Marcia Barnes, Little Rock, Ark., for appellants.

David B. Eberhard, for appellees.

Before FAGG, Circuit Judge, and FLOYD R. GIBSON, Senior Circuit Judge, and MAGILL, Circuit Judge.

MAGILL, Circuit Judge.


Winston Holloway, Jeff Arbaugh, Larry Jones and Terry Proctor (collectively, plaintiffs) are inmates housed in the Maximum Security Unit (MSU) of the Arkansas Department of Corrections (ADC). Plaintiffs filed this prisoner civil rights action pursuant to 42 U.S.C. § 1983, alleging that prison chaplains, various prison officials, and the Board of Corrections (collectively, defendants) violated plaintiffs' rights to freedom of religion, speech and association, and to due process and equal protection. The district court1  granted defendants' motion for summary judgment on the issues of plaintiff Holloway's access to religious items and the claims of mail interference, and dismissed the claim involving misuse of inmate welfare funds for failure to state a claim upon which relief could be granted. We affirm.

On appeal, plaintiffs allege that the district court erred in granting summary judgment to the defendants because (1) plaintiff Holloway raised genuine issues of material fact concerning defendants' denial of his access to Native American religious items, and (2) plaintiffs raised genuine issues of material fact that procedural safeguards were lacking in the prison mail system, causing a violation of plaintiffs' due process rights to their mail. Plaintiffs further allege that the district court erred in dismissing their claim that defendants misused the inmate welfare fund, arguing that the complaint and amended complaint were sufficient to state a cause of action. We shall address briefly each of plaintiffs' arguments.

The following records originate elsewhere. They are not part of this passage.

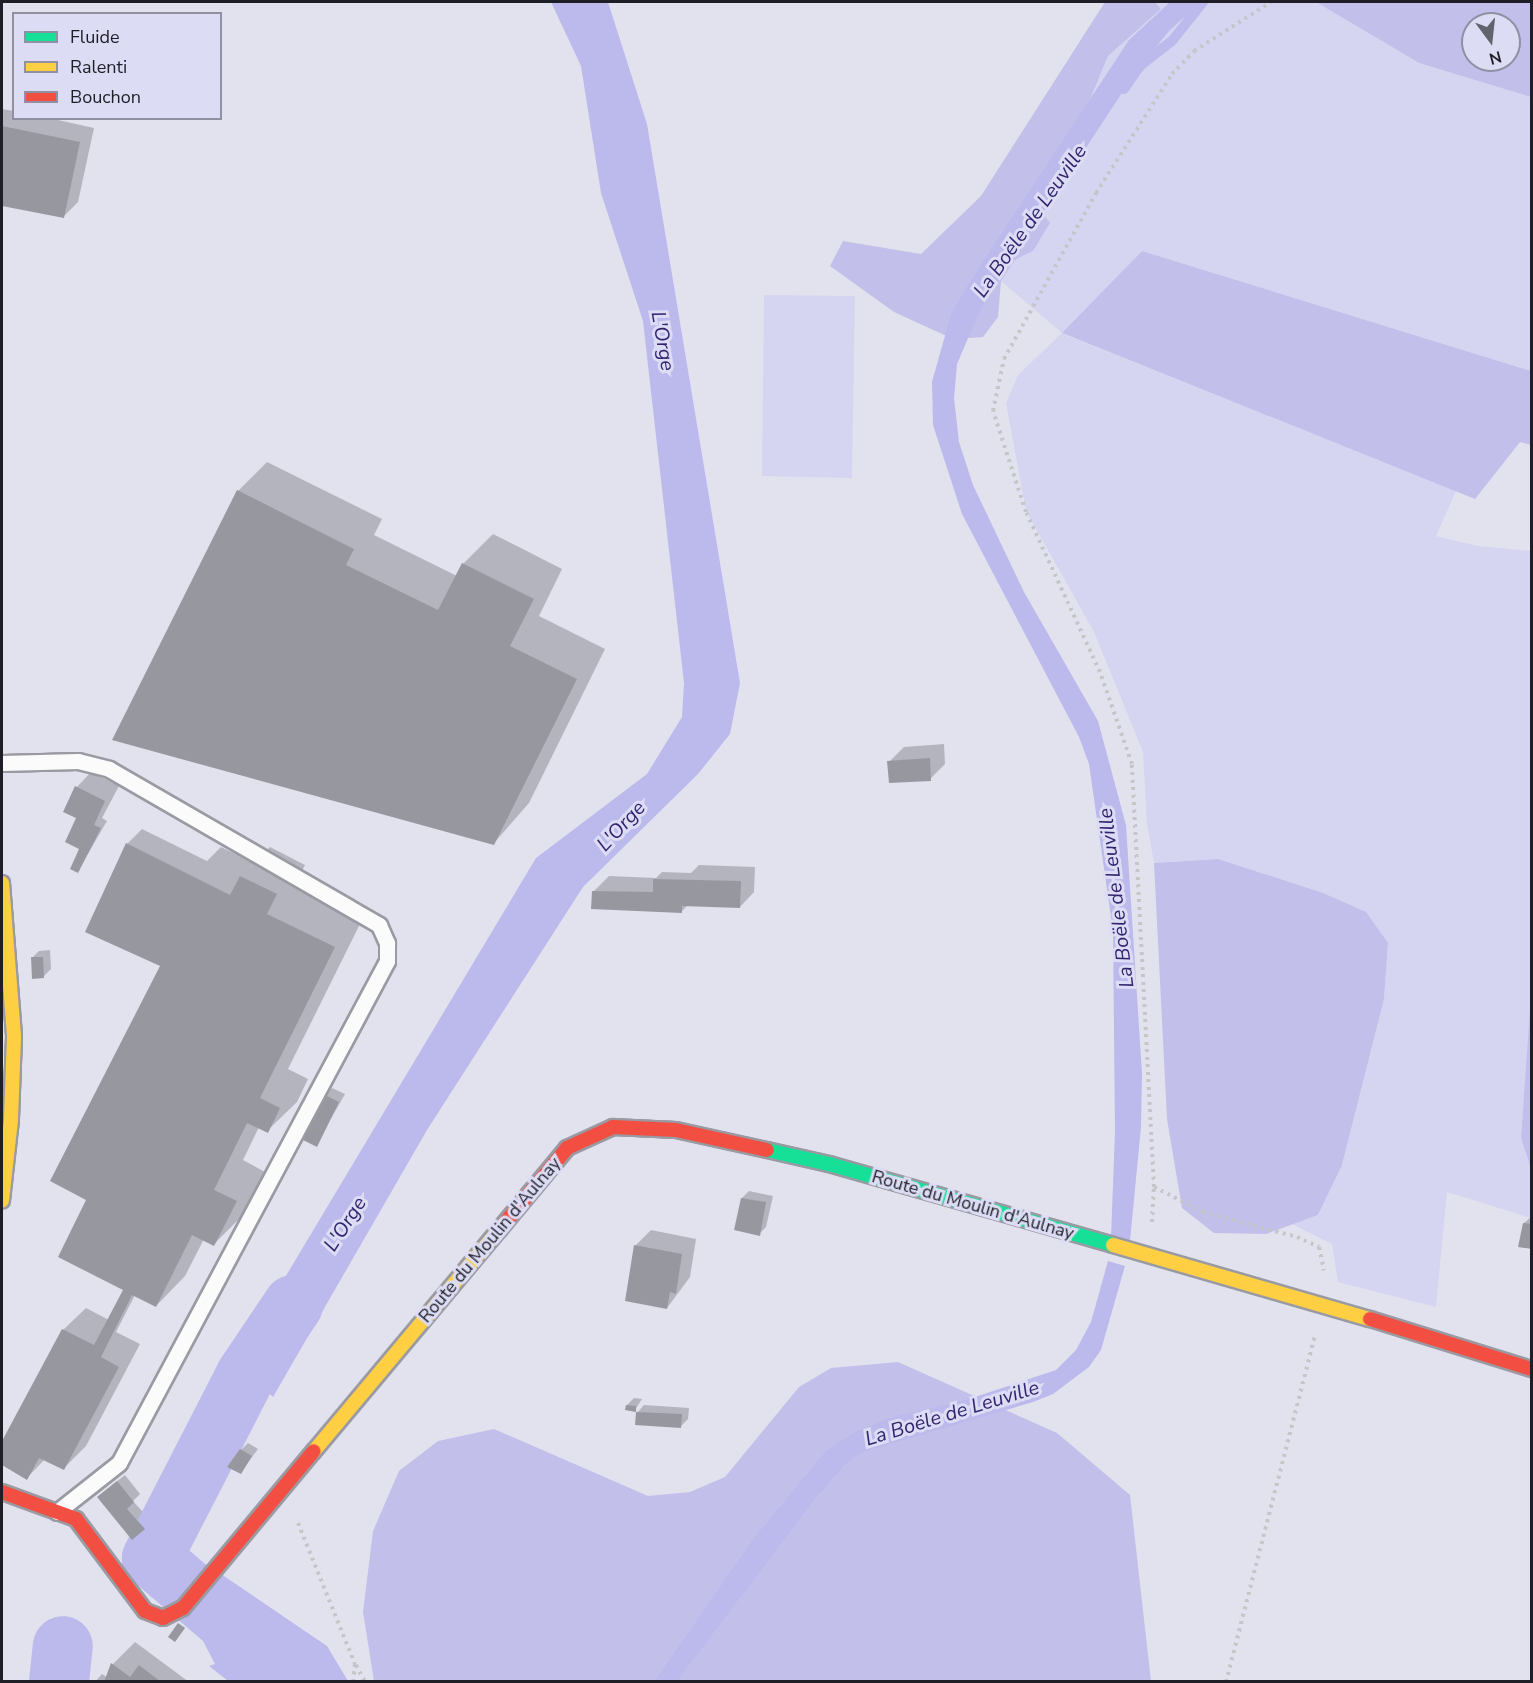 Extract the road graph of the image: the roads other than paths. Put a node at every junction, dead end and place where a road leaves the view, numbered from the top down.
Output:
1 (2, 764) edge
2 (2, 883) edge
3 (2, 1200) edge
4 (1532, 1369) edge
5 (2, 1492) edge
6 (57, 1512) junction

1 - 6 lane
2 - 3 street
4 - 6 street, Route du Moulin d'Aulnay
5 - 6 street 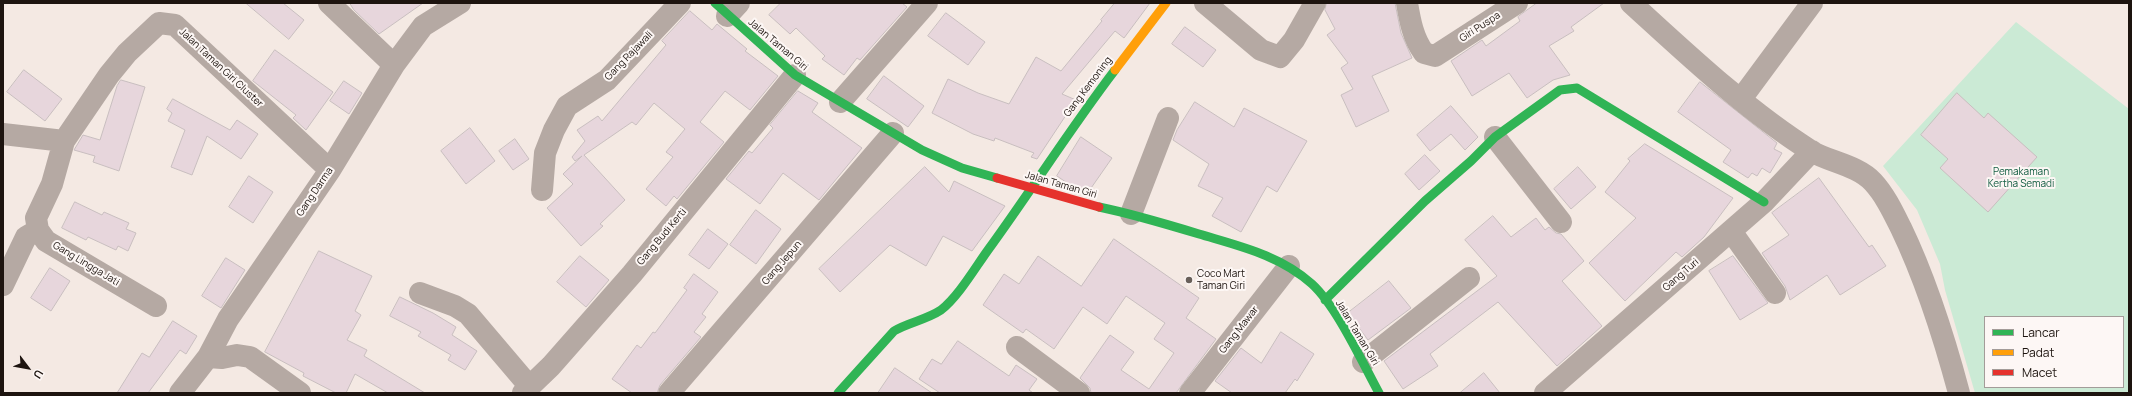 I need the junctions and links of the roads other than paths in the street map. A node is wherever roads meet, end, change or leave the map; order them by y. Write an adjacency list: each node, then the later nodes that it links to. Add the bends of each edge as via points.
1 (329, 3): 13 (street)
2 (460, 3): 13 (street, Gang Darma, via 423,26)
3 (680, 3): 25 (street, Gang Rajawali, via 607,80 567,106 545,153)
4 (927, 3): 16 (street)
5 (1166, 3): 24 (street, Gang Kemoning, via 1074,124)
6 (1205, 3): 7 (street, via 1261,50 1280,57 1294,40)
7 (1316, 3)
8 (1407, 3): 9 (street, Giri Puspa, via 1417,44 1424,53 1435,56)
9 (1517, 3)
10 (1631, 3): 15 (street)
11 (1812, 3): 15 (street)
12 (727, 7): 14 (street, Jalan Taman Giri)
13 (394, 65): 23 (street, Gang Darma)
14 (795, 75): 16 (street, Jalan Taman Giri); 41 (street, Gang Budi Kerti, via 632,274)
15 (1741, 99): 22 (street)
16 (840, 102): 18 (street, Jalan Taman Giri)
17 (1168, 118): 27 (street)
18 (893, 133): 24 (street, Jalan Taman Giri, via 922,150 962,168); 44 (street, Gang Jepun)
19 (3, 134): 21 (street)
20 (1495, 137): 26 (street, via 1560,90 1577,88); 28 (street); 36 (street, via 1425,201)
21 (64, 141): 23 (street, Jalan Taman Giri Cluster, via 127,53 159,23 166,23 175,24); 29 (street, via 52,184 37,215)
22 (1812, 151): 26 (street, Gang Turi); 50 (street, via 1868,178 1891,209 1924,283)
23 (330, 170): 39 (street, Gang Darma, via 228,319)
24 (1033, 188): 27 (street, Jalan Taman Giri); 45 (street, Gang Kemoning, via 958,292 942,309 894,331)
25 (542, 190)
26 (1764, 202): 30 (street, Gang Turi)
27 (1131, 214): 31 (street, Jalan Taman Giri, via 1262,253)
28 (1561, 222)
29 (38, 230): 33 (street, via 26,237); 37 (street, Gang Lingga Jati, via 46,241)
30 (1731, 231): 35 (street); 49 (street, Gang Turi)
31 (1289, 266): 36 (street, Jalan Taman Giri, via 1313,285); 47 (street, Gang Mawar)
32 (1469, 278): 40 (street)
33 (3, 285)
34 (420, 293): 41 (street, via 455,306 468,314)
35 (1775, 293)
36 (1325, 300): 40 (street, Jalan Taman Giri)
37 (156, 306)
38 (1017, 347): 46 (street)
39 (208, 357): 42 (street, Gang Darma); 43 (street, via 250,357)
40 (1363, 362): 48 (street, Jalan Taman Giri)
41 (533, 389)
42 (180, 393)
43 (300, 393)
44 (669, 393)
45 (838, 393)
46 (1078, 393)
47 (1190, 393)
48 (1380, 393)
49 (1545, 393)
50 (1959, 393) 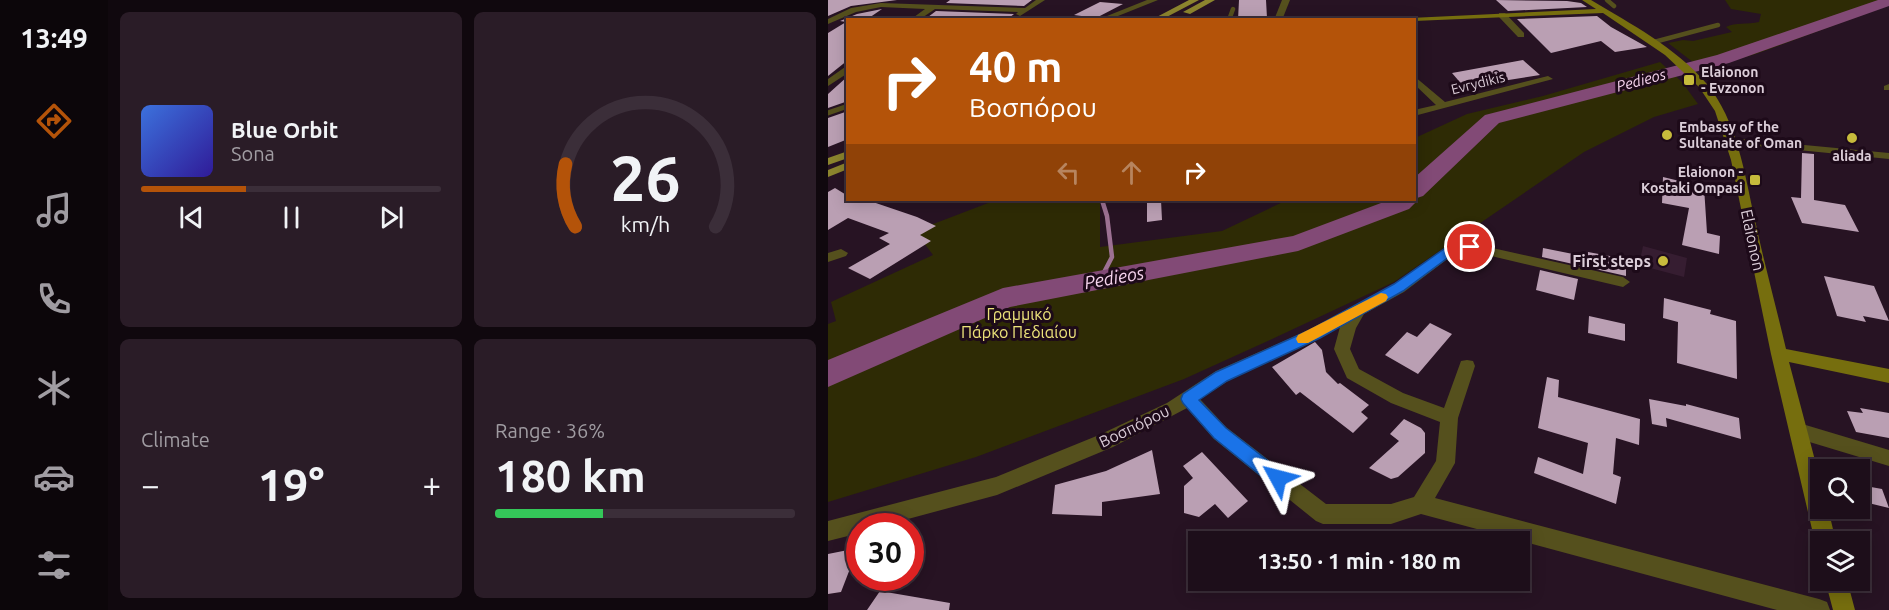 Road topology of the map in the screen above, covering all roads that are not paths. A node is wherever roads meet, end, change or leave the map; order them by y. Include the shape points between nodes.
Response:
1 (1041, 0) edge
2 (1155, 0) edge
3 (1195, 0) edge
4 (1211, 0) edge
5 (1286, 0) edge
6 (1586, 0) edge
7 (1606, 0) edge
8 (1614, 6) dead end
9 (933, 7) junction
10 (1233, 9) dead end
11 (1027, 10) junction
12 (1602, 11) junction
13 (1502, 15) junction
14 (916, 18) edge
15 (1015, 18) edge
16 (1106, 18) edge
17 (1158, 18) edge
18 (1177, 18) edge
19 (1230, 18) edge
20 (1279, 18) edge
21 (1416, 18) edge
22 (828, 22) edge
23 (1718, 26) dead end
24 (1521, 35) dead end
25 (1654, 42) junction
26 (846, 70) edge
27 (1548, 79) dead end
28 (1416, 81) edge
29 (828, 83) edge
30 (1443, 106) junction
31 (846, 107) edge
32 (828, 113) edge
33 (1416, 113) edge
34 (1732, 141) junction
35 (846, 155) edge
36 (1889, 156) edge
37 (828, 162) edge
38 (846, 166) edge
39 (828, 174) edge
40 (1623, 282) dead end
41 (1359, 309) junction
42 (1779, 354) junction
43 (1467, 366) dead end
44 (1889, 376) edge
45 (1189, 399) junction
46 (1449, 418) junction
47 (1799, 431) junction
48 (1889, 458) edge
49 (1421, 504) junction
50 (828, 531) edge
51 (1823, 531) edge
52 (1839, 591) edge
53 (1819, 610) edge
54 (1844, 610) edge

1 - 11 street
2 - 16 street
3 - 17 main road
4 - 18 main road
5 - 20 street
6 - 12 main road, Elaionon
7 - 8 lane
9 - 11 street
9 - 14 street
9 - 22 street via 868,6
10 - 19 lane
11 - 15 street
12 - 13 main road
12 - 25 main road, Elaionon
13 - 21 main road
13 - 24 street
23 - 25 lane
25 - 34 main road, Elaionon via 1705,90 1720,111
26 - 29 street
27 - 30 street, Evrydikis
28 - 30 street
30 - 33 street, Evrydikis
31 - 32 lane
34 - 36 street
34 - 42 main road, Elaionon
35 - 37 main road
38 - 39 main road
40 - 41 street, Βοσπόρου via 1463,246 1440,255 1399,288
41 - 45 street, Βοσπόρου via 1315,334 1222,376
41 - 46 street via 1348,327 1342,349 1353,373 1397,398
42 - 44 main road
42 - 47 main road, Elaionon
43 - 46 street
45 - 49 street via 1220,433 1323,514 1391,514
45 - 50 street, Βοσπόρου via 1106,441 997,486
46 - 49 street via 1445,463
47 - 48 street
47 - 51 main road, Elaionon
49 - 53 street
52 - 54 main road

In reviewing the district court's grant of summary judgment, we must determine whether the record as it stands reveals any disputed issues of material fact. Fed. R. Civ. P. 56(c). To be material, the disputed facts must be facts which, under the substantive law governing the issue, might affect the outcome of the suit. Anderson v. Liberty Lobby, Inc., 477 U.S. 242, 106 S. Ct. 2505, 91 L. Ed. 2d 202 (1986). The presence of a genuine issue of fact is predicated on the existence of a legal theory which can be considered viable under the nonmoving party's version of the facts. Ivy Street Corp. v. Alexander, 822 F.2d 1432, 1435 (6th Cir. 1987). The mere existence of a factual dispute is insufficient alone to bar summary judgment; rather, the dispute must be outcome determinative under prevailing law. Howland v. Kilquist, 833 F.2d 639, 642 (7th Cir. 1987).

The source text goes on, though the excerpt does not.